Extracted information =>
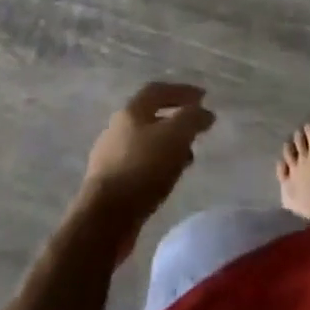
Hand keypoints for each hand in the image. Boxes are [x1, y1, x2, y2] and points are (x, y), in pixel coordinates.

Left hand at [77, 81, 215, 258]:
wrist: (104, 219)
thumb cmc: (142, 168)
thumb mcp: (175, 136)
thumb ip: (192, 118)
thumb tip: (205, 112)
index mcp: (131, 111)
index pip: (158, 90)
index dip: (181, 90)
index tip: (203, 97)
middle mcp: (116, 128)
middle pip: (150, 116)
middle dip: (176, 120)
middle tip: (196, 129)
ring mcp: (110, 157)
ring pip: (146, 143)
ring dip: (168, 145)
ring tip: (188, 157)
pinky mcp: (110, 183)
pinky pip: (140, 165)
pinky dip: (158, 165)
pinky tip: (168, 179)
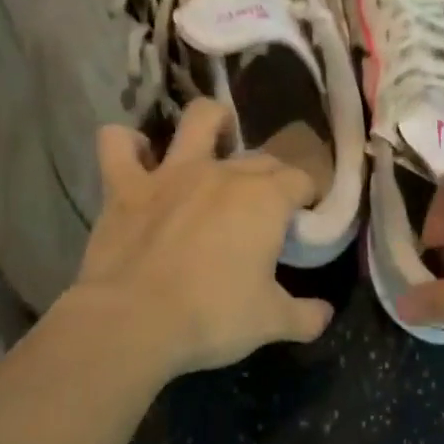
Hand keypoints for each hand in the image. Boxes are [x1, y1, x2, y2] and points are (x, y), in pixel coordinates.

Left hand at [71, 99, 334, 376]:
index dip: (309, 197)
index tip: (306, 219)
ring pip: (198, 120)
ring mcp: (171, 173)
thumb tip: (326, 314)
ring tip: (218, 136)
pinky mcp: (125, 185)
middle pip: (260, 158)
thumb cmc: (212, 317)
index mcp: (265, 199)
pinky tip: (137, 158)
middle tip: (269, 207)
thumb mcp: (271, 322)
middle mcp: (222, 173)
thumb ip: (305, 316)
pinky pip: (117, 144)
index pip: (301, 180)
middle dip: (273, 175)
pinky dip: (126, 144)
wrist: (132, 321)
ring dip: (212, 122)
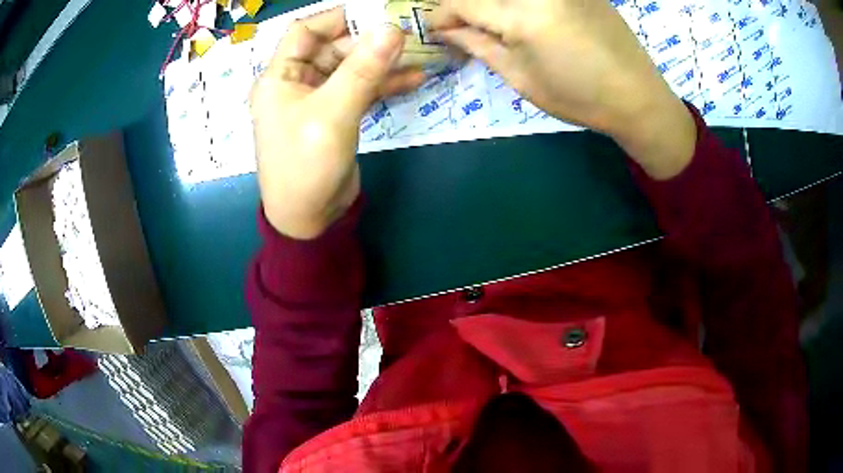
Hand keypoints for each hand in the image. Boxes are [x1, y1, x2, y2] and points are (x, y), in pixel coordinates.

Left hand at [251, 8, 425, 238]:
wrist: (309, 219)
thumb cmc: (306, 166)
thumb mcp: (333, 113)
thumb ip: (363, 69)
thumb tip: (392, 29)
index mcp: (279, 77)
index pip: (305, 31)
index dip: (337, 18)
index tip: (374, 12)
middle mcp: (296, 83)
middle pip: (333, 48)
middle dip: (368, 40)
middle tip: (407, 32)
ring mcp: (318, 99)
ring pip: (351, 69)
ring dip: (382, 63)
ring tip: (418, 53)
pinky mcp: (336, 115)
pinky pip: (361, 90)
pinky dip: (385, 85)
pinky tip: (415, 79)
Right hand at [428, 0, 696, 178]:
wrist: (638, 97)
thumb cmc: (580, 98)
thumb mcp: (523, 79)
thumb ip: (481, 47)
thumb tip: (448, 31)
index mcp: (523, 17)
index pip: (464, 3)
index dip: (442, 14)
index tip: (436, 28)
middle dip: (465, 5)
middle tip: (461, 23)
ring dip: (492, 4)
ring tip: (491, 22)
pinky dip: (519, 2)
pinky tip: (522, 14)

Work required => Only an exact copy of the lines from the top of the entries through the line with "ring pip: (146, 143)", both included, should be given, with all pictures omitted.

Solution to this problem =>
Hand keypoints for each hand in the image. Boxes are [x1, y1, x2, y2] and points are (x, y), in pixel coordinates.

Left hand at [77, 81, 215, 258]:
wrist: (104, 219)
thumb cmc: (142, 168)
thumb mcp: (175, 136)
thumb ip: (192, 118)
thumb tip: (205, 112)
index mcp: (131, 111)
index pip: (158, 90)
index dip: (181, 90)
index tip: (203, 97)
middle mcp: (116, 128)
middle pip: (150, 116)
middle dip: (176, 120)
middle tip: (196, 129)
ring mcp: (110, 157)
ring pip: (146, 143)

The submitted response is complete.